Instructions for the task: Below are the records; give the number of their lines that contain the word "Romualdo" and nothing more.

Data:

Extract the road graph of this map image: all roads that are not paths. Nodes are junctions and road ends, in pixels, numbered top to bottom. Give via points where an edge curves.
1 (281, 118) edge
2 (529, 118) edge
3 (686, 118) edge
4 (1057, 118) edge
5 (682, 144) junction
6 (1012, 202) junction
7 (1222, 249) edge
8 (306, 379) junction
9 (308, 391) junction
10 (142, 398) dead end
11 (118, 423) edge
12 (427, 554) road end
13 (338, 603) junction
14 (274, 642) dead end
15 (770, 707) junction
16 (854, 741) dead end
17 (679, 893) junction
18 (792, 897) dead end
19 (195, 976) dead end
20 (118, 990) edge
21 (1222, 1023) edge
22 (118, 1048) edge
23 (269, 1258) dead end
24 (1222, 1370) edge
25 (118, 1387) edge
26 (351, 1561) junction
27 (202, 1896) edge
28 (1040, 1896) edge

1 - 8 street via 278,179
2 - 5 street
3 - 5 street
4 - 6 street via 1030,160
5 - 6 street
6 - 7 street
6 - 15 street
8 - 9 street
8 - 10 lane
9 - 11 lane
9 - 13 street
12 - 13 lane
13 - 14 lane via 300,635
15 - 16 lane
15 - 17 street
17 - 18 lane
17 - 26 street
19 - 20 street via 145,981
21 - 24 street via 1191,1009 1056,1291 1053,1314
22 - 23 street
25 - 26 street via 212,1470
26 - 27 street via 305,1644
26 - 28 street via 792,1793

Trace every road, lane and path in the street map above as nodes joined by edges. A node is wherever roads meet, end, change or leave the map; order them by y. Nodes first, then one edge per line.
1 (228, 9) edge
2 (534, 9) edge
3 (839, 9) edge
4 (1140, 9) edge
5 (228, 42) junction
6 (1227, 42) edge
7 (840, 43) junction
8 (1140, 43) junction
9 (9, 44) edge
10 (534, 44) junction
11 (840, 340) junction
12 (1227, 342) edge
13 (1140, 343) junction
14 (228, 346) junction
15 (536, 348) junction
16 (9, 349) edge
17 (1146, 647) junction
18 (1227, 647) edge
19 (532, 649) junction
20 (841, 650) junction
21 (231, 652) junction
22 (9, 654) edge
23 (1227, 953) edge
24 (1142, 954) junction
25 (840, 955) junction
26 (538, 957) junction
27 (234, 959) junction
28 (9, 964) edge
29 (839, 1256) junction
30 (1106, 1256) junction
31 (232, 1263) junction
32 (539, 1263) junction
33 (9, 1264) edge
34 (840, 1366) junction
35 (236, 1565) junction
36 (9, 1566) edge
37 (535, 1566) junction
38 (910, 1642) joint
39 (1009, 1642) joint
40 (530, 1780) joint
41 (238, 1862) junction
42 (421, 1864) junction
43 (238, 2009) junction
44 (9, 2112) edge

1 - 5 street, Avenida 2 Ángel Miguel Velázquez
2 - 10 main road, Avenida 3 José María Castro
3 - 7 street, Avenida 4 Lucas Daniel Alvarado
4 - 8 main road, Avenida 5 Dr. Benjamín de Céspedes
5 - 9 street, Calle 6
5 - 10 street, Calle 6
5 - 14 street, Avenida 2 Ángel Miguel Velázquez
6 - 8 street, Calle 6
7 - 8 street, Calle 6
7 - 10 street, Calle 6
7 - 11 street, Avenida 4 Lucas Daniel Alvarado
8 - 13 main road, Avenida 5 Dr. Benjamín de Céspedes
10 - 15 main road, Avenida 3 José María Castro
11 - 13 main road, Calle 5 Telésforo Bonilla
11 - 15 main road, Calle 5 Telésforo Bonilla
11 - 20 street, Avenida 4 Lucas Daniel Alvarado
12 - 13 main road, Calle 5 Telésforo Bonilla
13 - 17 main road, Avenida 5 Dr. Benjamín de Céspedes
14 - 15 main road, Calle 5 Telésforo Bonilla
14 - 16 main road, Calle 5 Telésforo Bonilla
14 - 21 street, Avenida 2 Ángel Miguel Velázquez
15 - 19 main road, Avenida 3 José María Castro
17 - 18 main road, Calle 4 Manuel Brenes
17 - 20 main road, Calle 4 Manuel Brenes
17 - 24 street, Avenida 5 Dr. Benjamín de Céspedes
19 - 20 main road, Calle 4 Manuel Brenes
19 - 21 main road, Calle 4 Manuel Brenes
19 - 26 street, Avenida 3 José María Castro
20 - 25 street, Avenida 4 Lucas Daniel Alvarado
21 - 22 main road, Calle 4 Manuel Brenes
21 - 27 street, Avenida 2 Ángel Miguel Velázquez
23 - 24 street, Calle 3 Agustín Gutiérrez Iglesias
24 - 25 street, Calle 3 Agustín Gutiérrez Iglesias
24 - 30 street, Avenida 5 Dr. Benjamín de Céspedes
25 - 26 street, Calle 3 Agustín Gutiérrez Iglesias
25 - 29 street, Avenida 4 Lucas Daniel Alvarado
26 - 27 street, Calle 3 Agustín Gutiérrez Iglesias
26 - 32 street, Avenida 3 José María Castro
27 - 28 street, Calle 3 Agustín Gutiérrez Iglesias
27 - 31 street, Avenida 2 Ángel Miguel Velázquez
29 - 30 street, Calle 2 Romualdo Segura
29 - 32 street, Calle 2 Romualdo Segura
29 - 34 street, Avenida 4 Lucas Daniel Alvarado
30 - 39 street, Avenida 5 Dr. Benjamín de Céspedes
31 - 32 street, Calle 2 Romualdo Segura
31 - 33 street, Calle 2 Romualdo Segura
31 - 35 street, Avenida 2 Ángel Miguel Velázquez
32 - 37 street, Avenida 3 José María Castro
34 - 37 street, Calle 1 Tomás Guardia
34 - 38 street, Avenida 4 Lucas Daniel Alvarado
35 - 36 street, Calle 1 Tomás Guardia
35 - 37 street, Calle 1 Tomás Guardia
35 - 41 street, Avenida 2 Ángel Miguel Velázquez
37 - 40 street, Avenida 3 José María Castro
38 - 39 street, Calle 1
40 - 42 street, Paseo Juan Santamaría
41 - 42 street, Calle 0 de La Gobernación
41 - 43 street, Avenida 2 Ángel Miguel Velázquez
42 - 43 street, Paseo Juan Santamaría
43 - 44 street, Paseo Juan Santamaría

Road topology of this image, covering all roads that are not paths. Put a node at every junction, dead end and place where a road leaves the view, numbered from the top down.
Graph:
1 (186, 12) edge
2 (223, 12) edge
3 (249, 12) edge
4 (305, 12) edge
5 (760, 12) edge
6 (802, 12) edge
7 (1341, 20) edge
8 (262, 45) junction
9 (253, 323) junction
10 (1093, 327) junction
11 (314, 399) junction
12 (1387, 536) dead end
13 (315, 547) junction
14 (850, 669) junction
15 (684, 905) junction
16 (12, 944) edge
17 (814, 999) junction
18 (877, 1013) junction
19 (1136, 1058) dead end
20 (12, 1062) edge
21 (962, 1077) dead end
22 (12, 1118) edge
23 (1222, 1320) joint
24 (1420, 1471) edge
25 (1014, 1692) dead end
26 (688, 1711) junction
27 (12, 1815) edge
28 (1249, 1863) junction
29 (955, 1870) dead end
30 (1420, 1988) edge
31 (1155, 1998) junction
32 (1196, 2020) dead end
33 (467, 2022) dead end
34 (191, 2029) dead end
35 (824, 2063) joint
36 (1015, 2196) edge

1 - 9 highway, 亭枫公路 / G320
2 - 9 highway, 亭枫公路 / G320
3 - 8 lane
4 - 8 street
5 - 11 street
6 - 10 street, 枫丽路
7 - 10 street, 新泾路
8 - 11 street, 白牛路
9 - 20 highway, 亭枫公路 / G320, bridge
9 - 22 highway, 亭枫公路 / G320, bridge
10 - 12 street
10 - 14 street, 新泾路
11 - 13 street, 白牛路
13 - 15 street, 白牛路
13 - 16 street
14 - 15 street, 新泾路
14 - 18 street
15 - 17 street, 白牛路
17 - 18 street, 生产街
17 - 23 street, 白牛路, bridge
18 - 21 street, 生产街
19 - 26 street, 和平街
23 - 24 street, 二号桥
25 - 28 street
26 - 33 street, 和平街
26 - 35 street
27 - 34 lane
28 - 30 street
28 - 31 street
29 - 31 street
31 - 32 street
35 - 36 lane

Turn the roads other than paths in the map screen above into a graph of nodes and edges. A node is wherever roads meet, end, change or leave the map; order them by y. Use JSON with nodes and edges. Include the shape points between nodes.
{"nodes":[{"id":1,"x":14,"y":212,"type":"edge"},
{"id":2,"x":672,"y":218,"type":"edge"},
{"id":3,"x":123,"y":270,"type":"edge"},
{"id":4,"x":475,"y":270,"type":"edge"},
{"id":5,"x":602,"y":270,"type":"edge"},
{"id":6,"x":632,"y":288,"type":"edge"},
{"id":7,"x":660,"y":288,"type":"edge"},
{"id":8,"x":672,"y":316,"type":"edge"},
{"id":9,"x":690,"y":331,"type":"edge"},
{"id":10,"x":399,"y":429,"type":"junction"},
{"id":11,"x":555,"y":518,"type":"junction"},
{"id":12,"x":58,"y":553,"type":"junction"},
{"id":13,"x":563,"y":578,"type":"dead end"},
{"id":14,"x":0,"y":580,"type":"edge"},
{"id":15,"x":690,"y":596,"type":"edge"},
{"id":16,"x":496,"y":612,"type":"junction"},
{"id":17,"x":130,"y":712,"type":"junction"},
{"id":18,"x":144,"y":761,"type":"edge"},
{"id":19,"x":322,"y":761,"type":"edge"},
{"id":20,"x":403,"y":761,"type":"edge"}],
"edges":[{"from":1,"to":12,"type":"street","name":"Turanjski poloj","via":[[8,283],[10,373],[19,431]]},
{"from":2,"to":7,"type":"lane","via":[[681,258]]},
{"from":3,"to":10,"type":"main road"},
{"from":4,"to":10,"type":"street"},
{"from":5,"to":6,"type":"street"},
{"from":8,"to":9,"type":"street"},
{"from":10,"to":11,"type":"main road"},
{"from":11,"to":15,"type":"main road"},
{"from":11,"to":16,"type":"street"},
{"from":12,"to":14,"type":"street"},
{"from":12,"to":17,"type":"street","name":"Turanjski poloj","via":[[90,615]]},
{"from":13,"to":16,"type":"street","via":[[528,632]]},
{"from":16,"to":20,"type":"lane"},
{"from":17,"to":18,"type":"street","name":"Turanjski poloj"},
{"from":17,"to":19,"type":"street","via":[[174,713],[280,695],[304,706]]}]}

Solution for this problem: 4